Indeed, he said, many central banks have begun tightening of their monetary policy stance in order to rein in inflation.
In a statement read on his behalf at a sensitization workshop for journalists on Friday June 10, Dr Addison said “The rising interest rates, especially in advanced economies, and strengthening of the US dollar have led to tighter global financing conditions, leading to capital flow reversals and currency pressures in emerging and frontier economies with less buffers, including Ghana.
“Since Ghana is a market access country, the tightening of global financing conditions, together with fiscal policy challenges, led to widening of the country’s sovereign spreads and increased the costs and risks associated with accessing international financial capital markets, resulting in a defacto closure of the international markets to Ghana.”
He further explained the foreign exchange market responded to these events and also witnessed some sharp volatility in the first quarter of 2022, with the local currency depreciating by about 15.6 percent against the US dollar in March 2022.
These developments he said occasioned strong and coordinated monetary and fiscal policy measures in Ghana, including a hike in the policy rate by 250 basis points to 17.5 percent in March 2022, along with the reversal of the Covid-related macroprudential regulatory relief measures, and the Government’s announced 20 percent cut in expenditures as well as an additional 10 percent cut in discretionary spending to support the fiscal consolidation process.
The Government further announced a syndicated arrangement of US$2 billion in line with approved external financing for 2022 and for liability management.

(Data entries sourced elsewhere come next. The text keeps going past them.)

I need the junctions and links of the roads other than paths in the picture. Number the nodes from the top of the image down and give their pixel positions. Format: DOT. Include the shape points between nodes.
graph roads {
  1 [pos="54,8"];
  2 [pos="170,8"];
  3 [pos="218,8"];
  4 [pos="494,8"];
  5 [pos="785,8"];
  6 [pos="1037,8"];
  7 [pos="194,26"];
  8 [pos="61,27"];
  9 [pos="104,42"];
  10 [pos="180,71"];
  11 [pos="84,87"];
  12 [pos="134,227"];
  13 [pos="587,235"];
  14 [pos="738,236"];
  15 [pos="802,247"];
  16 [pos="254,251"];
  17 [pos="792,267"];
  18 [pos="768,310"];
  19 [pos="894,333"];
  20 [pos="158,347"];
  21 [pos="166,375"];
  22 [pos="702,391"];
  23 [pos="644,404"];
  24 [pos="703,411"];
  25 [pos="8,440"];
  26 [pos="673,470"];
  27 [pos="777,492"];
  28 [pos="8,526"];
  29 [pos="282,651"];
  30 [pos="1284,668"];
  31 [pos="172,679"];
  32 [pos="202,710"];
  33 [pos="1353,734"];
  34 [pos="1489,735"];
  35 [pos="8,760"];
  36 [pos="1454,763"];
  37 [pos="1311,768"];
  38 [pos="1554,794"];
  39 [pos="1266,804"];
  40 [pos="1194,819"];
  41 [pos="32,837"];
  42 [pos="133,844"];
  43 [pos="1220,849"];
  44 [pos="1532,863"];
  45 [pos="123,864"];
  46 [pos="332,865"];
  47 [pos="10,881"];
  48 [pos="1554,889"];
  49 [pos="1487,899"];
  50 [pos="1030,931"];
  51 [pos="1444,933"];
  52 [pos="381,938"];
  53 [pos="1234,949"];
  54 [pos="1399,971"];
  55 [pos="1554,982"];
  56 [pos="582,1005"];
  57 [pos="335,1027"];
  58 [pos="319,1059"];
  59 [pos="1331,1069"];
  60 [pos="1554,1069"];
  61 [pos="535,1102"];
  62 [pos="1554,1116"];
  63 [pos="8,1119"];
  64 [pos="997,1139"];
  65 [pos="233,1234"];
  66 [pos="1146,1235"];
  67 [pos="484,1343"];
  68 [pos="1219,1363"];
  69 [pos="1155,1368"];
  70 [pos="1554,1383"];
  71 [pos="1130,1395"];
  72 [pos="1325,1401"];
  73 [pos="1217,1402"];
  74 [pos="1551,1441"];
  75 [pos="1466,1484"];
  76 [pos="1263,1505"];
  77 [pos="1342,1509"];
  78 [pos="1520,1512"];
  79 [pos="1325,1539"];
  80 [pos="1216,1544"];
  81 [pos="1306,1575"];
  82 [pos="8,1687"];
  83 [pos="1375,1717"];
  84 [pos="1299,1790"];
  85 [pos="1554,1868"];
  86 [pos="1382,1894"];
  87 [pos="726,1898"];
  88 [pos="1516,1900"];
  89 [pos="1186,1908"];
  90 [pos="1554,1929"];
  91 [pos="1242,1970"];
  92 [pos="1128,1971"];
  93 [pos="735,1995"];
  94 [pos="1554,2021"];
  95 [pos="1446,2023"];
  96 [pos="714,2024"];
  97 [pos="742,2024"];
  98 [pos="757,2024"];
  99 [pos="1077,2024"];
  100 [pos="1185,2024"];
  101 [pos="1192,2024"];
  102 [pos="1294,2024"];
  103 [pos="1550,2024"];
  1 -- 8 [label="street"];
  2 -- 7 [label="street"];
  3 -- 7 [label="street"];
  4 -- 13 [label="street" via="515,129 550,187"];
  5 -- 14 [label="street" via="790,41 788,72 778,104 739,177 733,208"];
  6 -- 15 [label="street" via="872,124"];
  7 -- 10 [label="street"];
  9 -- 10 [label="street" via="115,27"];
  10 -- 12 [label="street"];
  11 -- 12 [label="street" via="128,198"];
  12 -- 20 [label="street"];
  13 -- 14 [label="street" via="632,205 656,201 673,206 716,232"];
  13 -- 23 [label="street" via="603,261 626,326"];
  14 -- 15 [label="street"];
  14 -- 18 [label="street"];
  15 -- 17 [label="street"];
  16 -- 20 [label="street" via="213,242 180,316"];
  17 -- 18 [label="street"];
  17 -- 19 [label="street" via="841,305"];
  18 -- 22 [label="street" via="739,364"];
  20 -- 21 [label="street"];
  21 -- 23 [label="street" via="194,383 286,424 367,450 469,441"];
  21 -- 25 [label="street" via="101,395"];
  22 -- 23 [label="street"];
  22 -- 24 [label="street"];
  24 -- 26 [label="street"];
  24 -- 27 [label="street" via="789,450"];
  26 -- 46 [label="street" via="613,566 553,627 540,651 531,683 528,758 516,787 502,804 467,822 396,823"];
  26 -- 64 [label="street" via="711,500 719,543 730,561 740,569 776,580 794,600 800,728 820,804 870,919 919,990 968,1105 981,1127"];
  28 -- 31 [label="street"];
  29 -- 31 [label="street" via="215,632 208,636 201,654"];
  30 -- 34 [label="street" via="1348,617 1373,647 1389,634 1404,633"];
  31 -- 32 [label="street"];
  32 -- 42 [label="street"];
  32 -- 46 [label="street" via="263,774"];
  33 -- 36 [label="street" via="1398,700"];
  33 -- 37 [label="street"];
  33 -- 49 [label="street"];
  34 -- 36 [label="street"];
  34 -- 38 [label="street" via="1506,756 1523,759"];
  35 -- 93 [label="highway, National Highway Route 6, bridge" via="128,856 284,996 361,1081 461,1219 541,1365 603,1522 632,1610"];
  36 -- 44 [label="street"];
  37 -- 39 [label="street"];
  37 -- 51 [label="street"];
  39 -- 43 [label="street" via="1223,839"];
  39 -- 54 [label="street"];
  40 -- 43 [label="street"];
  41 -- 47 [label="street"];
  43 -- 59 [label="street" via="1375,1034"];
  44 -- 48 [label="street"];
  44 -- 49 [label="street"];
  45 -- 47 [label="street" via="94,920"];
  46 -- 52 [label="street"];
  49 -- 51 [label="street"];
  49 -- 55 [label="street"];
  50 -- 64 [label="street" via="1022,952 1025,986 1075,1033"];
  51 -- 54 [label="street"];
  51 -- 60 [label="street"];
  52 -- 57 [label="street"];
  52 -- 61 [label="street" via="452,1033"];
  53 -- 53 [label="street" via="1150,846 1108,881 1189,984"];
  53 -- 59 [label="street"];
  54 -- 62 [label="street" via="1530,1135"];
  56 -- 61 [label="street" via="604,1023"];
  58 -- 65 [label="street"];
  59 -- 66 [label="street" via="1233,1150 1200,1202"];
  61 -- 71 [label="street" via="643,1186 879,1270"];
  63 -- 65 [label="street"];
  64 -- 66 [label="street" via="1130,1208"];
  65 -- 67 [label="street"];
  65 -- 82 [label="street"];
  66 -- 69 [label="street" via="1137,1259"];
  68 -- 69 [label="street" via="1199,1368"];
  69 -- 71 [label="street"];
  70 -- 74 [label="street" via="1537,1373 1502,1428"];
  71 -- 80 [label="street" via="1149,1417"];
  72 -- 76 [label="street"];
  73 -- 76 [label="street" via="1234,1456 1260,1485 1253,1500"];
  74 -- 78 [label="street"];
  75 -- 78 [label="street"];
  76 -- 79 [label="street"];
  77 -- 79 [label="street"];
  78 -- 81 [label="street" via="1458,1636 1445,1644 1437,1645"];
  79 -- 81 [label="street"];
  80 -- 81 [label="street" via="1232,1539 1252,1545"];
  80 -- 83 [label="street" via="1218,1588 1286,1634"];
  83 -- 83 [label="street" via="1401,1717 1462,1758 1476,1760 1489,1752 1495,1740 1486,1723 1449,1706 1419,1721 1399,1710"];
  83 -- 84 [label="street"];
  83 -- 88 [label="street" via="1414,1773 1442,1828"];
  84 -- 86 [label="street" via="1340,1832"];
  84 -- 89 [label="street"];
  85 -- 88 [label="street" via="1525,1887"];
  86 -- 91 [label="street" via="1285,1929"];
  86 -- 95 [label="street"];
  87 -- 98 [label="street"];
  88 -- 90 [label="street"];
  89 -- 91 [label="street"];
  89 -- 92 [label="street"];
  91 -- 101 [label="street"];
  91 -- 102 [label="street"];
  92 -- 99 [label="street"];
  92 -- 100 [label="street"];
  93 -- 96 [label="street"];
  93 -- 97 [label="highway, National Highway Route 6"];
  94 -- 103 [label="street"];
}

These measures, in concert, are expected to help regain macroeconomic stability and boost investor confidence in the domestic economy.
“On top of this, the Bank of Ghana extended the forex forward auctions to include the Bulk Oil Distributing Companies (BDCs) as part of the
measures taken by the Bank to address the FX liquidity within the local petroleum sector, minimize the uncertainty of future FX availability and aid price discovery, especially for the general pricing window within the downstream sector.
“This strategy has contributed to the relative stability observed on the forex market and, with some normalization underway, the trend is expected to continue until the local currency returns to its fundamental equilibrium level.
“Data from the Ghana Statistical Service showed that the economy has rebounded strongly from the impact of the Covid-19 pandemic, stemming largely from all the policy measures that were put in place to forestall a recession,” Dr Addison said.
He added this is evidenced by the strong real GDP growth outturn of 5.4 percent reported for 2021, compared with 0.5 percent in 2020. Non-oil GDP grew at a stronger pace by 6.9 percent in 2021, significantly up from 1 percent in 2020.
The strong pick-up in economic activity was largely driven by the services and agriculture sectors. Though these developments point to a robust economy, downside risks remain, including tightening external financing conditions, lingering supply chain bottlenecks and further headwinds from a protracted Russia-Ukraine war.